■ TASK INSTRUCTIONS ■
Below are lines of data; count those that contain "Академика" and give the total alone.
========================
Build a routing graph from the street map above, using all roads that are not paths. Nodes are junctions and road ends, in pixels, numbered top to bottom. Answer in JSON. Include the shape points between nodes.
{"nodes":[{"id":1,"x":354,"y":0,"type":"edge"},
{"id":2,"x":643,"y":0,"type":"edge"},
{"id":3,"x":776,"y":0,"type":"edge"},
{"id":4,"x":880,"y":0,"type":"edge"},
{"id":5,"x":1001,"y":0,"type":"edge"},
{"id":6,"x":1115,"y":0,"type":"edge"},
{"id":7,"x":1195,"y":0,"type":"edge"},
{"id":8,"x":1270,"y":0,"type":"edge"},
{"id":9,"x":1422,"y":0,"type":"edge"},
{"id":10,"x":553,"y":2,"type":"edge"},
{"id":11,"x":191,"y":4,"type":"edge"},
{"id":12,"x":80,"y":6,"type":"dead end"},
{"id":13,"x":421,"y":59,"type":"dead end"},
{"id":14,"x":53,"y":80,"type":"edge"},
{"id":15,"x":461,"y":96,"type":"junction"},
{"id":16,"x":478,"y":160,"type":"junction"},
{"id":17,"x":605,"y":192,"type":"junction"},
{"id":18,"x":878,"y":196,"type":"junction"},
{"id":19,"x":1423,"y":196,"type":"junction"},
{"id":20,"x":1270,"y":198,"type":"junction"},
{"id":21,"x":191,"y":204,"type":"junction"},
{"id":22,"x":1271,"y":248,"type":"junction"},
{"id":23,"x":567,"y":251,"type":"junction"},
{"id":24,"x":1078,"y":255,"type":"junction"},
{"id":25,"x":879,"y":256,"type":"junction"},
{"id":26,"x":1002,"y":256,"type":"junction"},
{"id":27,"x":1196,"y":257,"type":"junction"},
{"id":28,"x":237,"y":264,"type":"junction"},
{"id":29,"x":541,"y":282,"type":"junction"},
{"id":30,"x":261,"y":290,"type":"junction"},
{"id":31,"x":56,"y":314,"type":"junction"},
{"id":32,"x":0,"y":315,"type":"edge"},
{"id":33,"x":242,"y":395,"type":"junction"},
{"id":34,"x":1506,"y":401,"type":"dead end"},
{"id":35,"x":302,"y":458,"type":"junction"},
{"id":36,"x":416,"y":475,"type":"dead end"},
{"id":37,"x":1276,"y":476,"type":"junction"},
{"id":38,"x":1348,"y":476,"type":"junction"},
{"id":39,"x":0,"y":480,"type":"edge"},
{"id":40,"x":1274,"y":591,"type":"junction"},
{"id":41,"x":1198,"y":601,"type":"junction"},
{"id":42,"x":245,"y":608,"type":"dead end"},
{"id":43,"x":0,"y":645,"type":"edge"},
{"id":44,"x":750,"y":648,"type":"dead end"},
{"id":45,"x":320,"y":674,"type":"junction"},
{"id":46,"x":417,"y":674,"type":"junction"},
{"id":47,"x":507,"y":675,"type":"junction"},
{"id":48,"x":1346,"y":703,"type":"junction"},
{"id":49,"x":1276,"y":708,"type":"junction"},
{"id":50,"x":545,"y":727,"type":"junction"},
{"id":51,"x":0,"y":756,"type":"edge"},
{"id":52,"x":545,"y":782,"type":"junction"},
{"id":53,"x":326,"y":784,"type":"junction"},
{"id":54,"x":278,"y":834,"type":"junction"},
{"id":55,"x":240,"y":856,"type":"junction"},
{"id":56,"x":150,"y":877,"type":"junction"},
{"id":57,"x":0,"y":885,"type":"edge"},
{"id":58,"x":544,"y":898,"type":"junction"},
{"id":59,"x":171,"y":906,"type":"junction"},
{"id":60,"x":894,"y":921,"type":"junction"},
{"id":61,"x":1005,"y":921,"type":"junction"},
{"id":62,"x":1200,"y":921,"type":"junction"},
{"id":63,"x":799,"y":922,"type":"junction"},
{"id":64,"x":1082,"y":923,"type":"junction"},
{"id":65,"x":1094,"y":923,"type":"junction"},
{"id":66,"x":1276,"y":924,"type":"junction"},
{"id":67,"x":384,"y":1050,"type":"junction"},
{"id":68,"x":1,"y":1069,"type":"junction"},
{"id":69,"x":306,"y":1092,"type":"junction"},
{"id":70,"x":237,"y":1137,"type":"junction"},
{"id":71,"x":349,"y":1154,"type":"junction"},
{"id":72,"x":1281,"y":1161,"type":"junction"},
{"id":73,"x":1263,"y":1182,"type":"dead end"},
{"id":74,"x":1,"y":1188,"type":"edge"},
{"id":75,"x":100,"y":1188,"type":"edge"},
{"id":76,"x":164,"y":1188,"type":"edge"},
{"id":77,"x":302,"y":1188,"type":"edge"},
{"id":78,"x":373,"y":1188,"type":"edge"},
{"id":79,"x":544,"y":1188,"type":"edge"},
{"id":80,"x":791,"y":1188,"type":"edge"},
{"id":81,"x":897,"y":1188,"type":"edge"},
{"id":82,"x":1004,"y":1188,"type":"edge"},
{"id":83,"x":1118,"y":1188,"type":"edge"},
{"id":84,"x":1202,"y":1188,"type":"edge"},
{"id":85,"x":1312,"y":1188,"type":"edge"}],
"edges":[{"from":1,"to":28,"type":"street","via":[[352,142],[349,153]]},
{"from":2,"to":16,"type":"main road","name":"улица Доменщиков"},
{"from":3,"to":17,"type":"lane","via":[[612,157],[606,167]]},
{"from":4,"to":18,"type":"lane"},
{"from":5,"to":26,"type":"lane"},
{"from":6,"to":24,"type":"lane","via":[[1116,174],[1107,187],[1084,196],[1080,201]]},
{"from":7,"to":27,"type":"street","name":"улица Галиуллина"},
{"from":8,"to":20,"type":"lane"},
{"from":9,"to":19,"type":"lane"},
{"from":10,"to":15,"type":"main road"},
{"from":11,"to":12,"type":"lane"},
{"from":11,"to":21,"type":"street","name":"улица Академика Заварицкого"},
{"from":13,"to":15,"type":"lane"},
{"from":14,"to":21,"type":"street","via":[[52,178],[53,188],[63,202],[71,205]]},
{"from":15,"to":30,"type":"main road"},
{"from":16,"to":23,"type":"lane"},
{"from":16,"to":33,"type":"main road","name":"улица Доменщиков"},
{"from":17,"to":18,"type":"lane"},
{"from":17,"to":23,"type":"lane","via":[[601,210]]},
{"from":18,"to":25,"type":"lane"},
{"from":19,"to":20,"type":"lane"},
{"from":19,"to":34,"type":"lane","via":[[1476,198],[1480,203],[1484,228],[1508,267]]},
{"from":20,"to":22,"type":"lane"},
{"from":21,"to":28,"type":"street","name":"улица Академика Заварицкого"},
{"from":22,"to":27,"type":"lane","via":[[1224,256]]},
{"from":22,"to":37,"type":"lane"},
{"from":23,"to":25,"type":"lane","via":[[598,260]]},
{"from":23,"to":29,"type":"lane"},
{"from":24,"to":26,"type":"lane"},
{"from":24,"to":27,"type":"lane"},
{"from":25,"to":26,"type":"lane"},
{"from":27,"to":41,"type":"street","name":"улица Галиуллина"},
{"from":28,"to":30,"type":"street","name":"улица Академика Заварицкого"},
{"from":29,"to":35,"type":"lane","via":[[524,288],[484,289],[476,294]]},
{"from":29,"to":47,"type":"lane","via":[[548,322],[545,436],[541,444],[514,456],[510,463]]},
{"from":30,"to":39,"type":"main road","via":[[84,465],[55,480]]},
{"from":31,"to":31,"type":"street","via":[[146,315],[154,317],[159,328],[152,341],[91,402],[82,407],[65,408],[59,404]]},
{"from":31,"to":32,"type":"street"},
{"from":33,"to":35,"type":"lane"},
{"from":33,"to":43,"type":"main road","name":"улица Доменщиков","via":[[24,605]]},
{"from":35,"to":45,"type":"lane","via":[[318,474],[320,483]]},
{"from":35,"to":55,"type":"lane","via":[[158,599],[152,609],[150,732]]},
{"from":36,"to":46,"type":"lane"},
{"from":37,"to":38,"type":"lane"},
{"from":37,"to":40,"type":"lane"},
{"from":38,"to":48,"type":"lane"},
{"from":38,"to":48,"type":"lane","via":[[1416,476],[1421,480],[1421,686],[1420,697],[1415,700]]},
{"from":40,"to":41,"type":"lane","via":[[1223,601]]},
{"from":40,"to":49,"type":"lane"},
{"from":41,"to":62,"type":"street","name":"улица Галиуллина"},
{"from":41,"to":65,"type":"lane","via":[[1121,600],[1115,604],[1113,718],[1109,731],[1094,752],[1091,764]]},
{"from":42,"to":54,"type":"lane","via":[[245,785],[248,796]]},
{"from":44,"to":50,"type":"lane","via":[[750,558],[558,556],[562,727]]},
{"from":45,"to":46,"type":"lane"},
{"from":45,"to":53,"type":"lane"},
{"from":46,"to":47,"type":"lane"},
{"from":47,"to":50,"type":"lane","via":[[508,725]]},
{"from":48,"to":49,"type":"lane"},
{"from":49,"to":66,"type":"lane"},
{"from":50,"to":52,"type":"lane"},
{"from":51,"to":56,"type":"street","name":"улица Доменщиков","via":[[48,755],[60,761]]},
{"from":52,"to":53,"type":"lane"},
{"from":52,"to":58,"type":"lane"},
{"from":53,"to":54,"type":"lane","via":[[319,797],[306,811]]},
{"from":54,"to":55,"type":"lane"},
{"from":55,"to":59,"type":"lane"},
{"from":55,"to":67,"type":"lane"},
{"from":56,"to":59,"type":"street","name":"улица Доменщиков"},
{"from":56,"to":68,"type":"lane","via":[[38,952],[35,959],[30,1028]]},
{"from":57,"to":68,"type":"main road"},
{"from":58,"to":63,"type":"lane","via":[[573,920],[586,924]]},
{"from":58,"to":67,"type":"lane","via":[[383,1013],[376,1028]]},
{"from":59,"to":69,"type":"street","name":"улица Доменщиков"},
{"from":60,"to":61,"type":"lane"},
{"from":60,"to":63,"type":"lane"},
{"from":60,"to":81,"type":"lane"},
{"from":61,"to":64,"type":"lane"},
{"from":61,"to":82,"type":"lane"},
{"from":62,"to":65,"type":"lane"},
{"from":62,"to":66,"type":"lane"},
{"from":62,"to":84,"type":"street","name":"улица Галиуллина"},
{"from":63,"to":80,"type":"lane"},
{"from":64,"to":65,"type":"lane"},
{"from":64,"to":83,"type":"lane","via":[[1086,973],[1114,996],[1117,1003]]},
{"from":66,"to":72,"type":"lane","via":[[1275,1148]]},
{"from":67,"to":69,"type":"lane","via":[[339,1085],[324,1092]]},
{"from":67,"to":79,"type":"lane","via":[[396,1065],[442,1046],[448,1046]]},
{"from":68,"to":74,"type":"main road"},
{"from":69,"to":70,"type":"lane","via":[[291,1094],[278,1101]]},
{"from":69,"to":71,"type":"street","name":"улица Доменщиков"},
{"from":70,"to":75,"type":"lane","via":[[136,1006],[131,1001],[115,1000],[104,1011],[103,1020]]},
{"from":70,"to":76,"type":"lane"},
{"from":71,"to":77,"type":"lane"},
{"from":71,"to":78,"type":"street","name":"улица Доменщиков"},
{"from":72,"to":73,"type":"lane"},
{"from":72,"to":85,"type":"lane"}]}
========================
■ WRITTEN ANSWER ■
3